The delightful author Jane Odiwe has done it again – created a novel using Jane Austen’s characters that leaves you turning the pages to find out how the story will end. Jane Odiwe lives in Bath and London, and travels extensively all over England. This is obvious, as she is able to single out details as only someone who is intimately acquainted with the regions can. She has also researched Jane Austen and the Regency era for many years, so that the facts ring true and are sometimes surprising, as with the ability for people during that era to marry without posting the banns in one church in Derbyshire, a legacy from the days of King Charles 1.

In so many ways, Ms. Odiwe gets the characters right, which makes reading her books so enjoyable. Take Lady Catherine de Bourgh, for instance:

Lady Catherine de Bourgh looked Mrs Darcy up and donw with such an expression of horror and contempt it was all Lizzy could do to keep her nerve. “Does your husband know that you are running around the countryside dressed as a gypsy riding in a donkey cart, Miss Bennet?” she asked in scolding tones. “What on earth can you mean by disgracing Mr Darcy in such a fashion? Have you no idea of decorum, are you insensible to the honours bestowed on you by him, that fool of a nephew of mine who has singled you out above all other women to bear his name?”

Wickham remains his dastardly self; Lydia is still immature and silly. We learn more about Darcy’s sister, Georgiana, and how she is influenced by Lizzy, with whom she falls in love, and about her backstory with her governess, a most nasty creature named Mrs Younge. Miss Caroline Bingley provides comic relief in a funny story line, as does the ever reliably silly Mrs Bennet. In short, devotees of Jane Austen sequels will not be disappointed with Jane Odiwe’s latest venture in Austen territory.

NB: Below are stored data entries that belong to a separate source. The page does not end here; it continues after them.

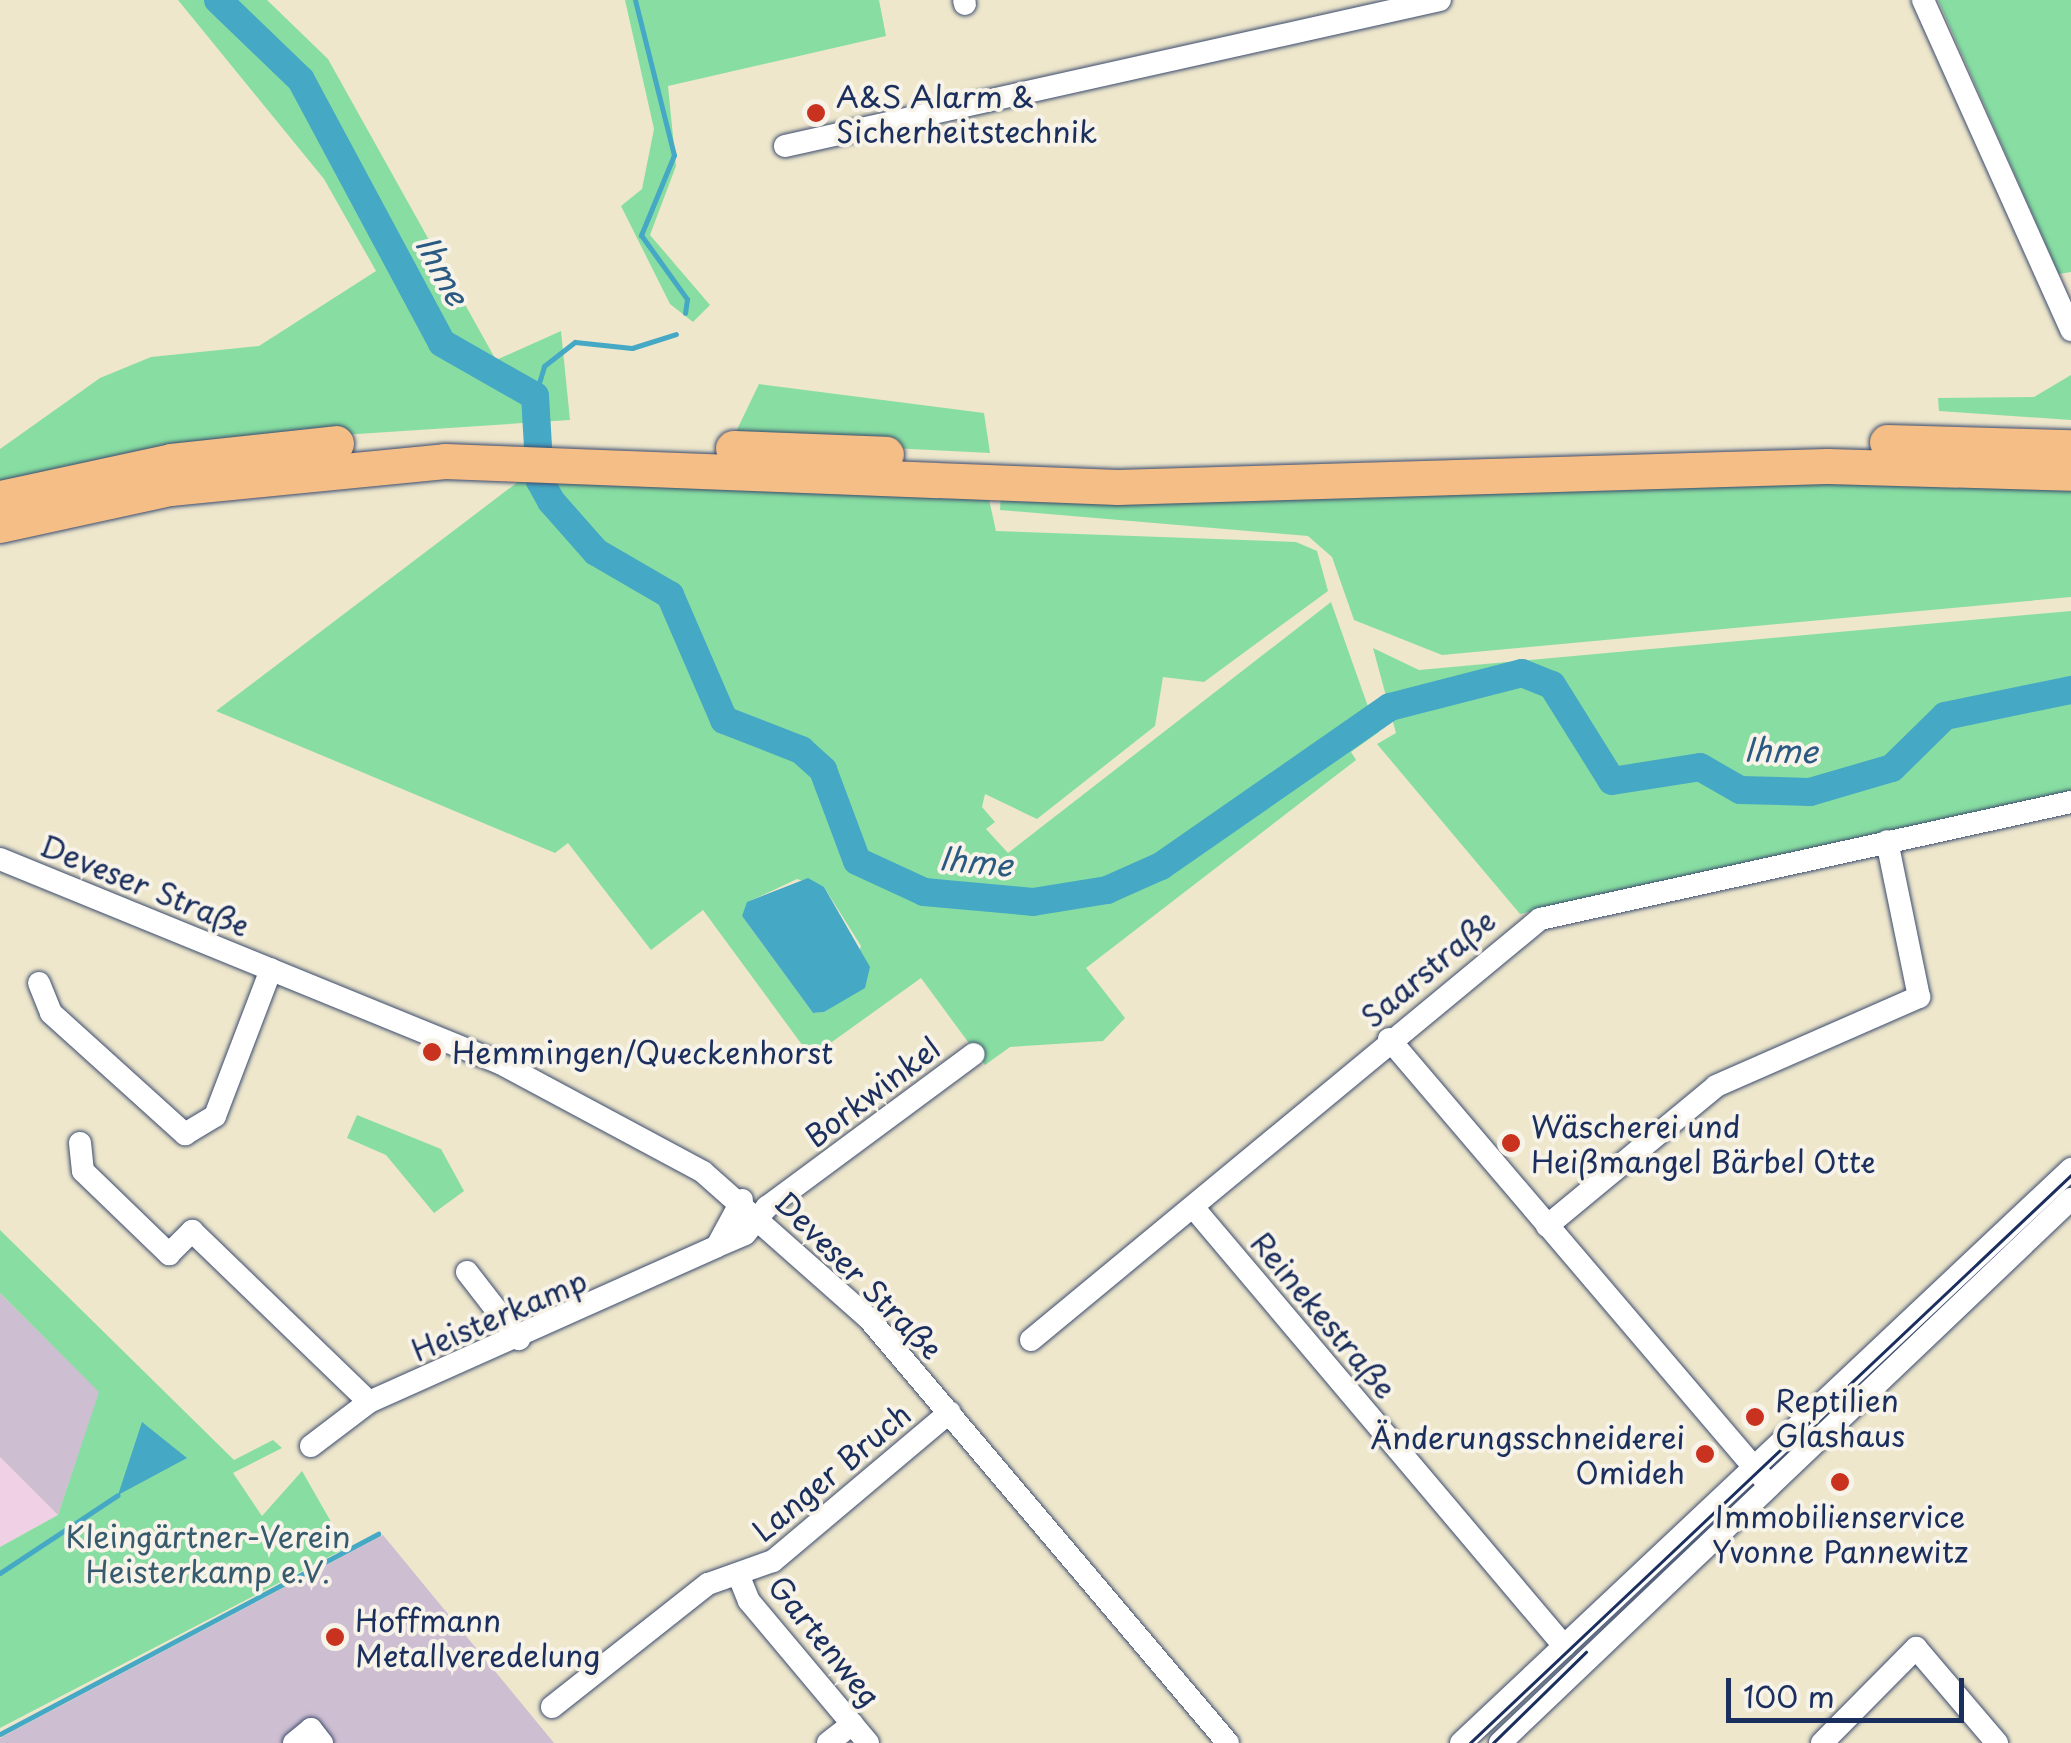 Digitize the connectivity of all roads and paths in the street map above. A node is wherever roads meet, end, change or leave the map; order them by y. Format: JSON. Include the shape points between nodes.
{"nodes":[{"id":1,"x":1440,"y":0,"type":"edge"},
{"id":2,"x":1923,"y":0,"type":"edge"},
{"id":3,"x":785,"y":146,"type":"dead end"},
{"id":4,"x":2071,"y":330,"type":"edge"},
{"id":5,"x":2071,"y":447,"type":"edge"},
{"id":6,"x":508,"y":451,"type":"junction"},
{"id":7,"x":575,"y":453,"type":"junction"},
{"id":8,"x":2071,"y":473,"type":"edge"},
{"id":9,"x":0,"y":498,"type":"edge"},
{"id":10,"x":0,"y":525,"type":"edge"},
{"id":11,"x":2071,"y":802,"type":"edge"},
{"id":12,"x":1887,"y":841,"type":"junction"},
{"id":13,"x":0,"y":859,"type":"edge"},
{"id":14,"x":271,"y":969,"type":"junction"},
{"id":15,"x":40,"y":984,"type":"dead end"},
{"id":16,"x":1390,"y":1039,"type":"junction"},
{"id":17,"x":974,"y":1054,"type":"dead end"},
{"id":18,"x":80,"y":1144,"type":"dead end"},
{"id":19,"x":2071,"y":1168,"type":"edge"},
{"id":20,"x":742,"y":1200,"type":"junction"},
{"id":21,"x":2071,"y":1200,"type":"edge"},
{"id":22,"x":1193,"y":1207,"type":"junction"},
{"id":23,"x":760,"y":1216,"type":"junction"},
{"id":24,"x":1547,"y":1226,"type":"junction"},
{"id":25,"x":717,"y":1246,"type":"junction"},
{"id":26,"x":467,"y":1272,"type":"dead end"},
{"id":27,"x":519,"y":1340,"type":"junction"},
{"id":28,"x":1031,"y":1340,"type":"dead end"},
{"id":29,"x":369,"y":1402,"type":"junction"},
{"id":30,"x":950,"y":1412,"type":"junction"},
{"id":31,"x":311,"y":1446,"type":"dead end"},
{"id":32,"x":1761,"y":1475,"type":"junction"},
{"id":33,"x":738,"y":1574,"type":"junction"},
{"id":34,"x":1564,"y":1646,"type":"junction"},
{"id":35,"x":552,"y":1707,"type":"dead end"},
{"id":36,"x":852,"y":1724,"type":"junction"},
{"id":37,"x":828,"y":1743,"type":"edge"},
{"id":38,"x":868,"y":1743,"type":"edge"},
{"id":39,"x":1228,"y":1743,"type":"edge"},
{"id":40,"x":1460,"y":1743,"type":"edge"},
{"id":41,"x":1500,"y":1743,"type":"edge"},
{"id":42,"x":1822,"y":1743,"type":"edge"},
{"id":43,"x":1997,"y":1743,"type":"edge"}],
"edges":[{"from":1,"to":3,"type":"street"},
{"from":2,"to":4,"type":"street"},
{"from":5,"to":7,"type":"highway","via":[[1804,443],[1256,466]]},
{"from":6,"to":7,"type":"highway"},
{"from":6,"to":9,"type":"highway","via":[[200,456]]},
{"from":6,"to":10,"type":"highway","via":[[292,471]]},
{"from":7,"to":8,"type":"highway","via":[[1170,488],[1827,466]]},
{"from":11,"to":12,"type":"street","name":"Saarstraße"},
{"from":12,"to":16,"type":"street","name":"Saarstraße","via":[[1556,912],[1505,940]]},
{"from":12,"to":24,"type":"street","via":[[1919,997],[1716,1086]]},
{"from":13,"to":14,"type":"street","name":"Deveser Straße"},
{"from":14,"to":15,"type":"street","via":[[214,1116],[185,1134],[51,1014]]},
{"from":14,"to":20,"type":"street","name":"Deveser Straße","via":[[576,1097]]},
{"from":16,"to":22,"type":"street","name":"Saarstraße"},
{"from":16,"to":24,"type":"street"},
{"from":17,"to":23,"type":"street","name":"Borkwinkel"},
{"from":18,"to":29,"type":"street","via":[[84,1172],[170,1254],[192,1230]]},
{"from":19,"to":32,"type":"street"},
{"from":20,"to":23,"type":"street","name":"Deveser Straße"},
{"from":20,"to":25,"type":"street"},
{"from":21,"to":32,"type":"street"},
{"from":22,"to":28,"type":"street","name":"Saarstraße"},
{"from":22,"to":34,"type":"street","name":"Reinekestraße"},
{"from":23,"to":25,"type":"street","name":"Heisterkamp"},
{"from":23,"to":30,"type":"street","name":"Deveser Straße"},
{"from":24,"to":32,"type":"street"},
{"from":25,"to":27,"type":"street","name":"Heisterkamp"},
{"from":26,"to":27,"type":"street"},
{"from":27,"to":29,"type":"street","name":"Heisterkamp"},
{"from":29,"to":31,"type":"street","name":"Heisterkamp"},
{"from":30,"to":33,"type":"street","name":"Langer Bruch","via":[[773,1561]]},
{"from":30,"to":39,"type":"street","name":"Deveser Straße"},
{"from":32,"to":34,"type":"street"},
{"from":32,"to":41,"type":"street"},
{"from":33,"to":35,"type":"street","name":"Langer Bruch","via":[[708,1584]]},
{"from":33,"to":36,"type":"street","name":"Gartenweg"},
{"from":34,"to":40,"type":"street"},
{"from":36,"to":37,"type":"street"},
{"from":36,"to":38,"type":"street","name":"Gartenweg"},
{"from":42,"to":43,"type":"street","via":[[1916,1648]]}]}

Reading Mr Darcy’s Secret prompted me to ask the author a few questions, and she graciously answered them.

1. Why did you wait until your third book to write about Darcy and Elizabeth?

For me, it was just a natural progression. Initially, I hadn’t wanted to write their story because I really wanted to do something different from the books that were being published. But, after writing Lydia Bennet’s Story, and Willoughby’s Return, I wanted to set myself a real challenge. I felt absolutely compelled to write Darcy and Elizabeth’s story, and also wanted to give Georgiana a happy ending. I’m a great believer in letting things happen organically, and perhaps I wasn’t really ready to write their story until now. I wanted to do justice to the characters, and have the kind of twisting plot with humour, surprises and shocks along the way that Jane Austen liked to write herself, which I hope I’ve achieved.

2. Does living in England give you a different perspective on how Jane Austen’s environment influenced her work?  If so, how does this knowledge affect your own writing about her characters?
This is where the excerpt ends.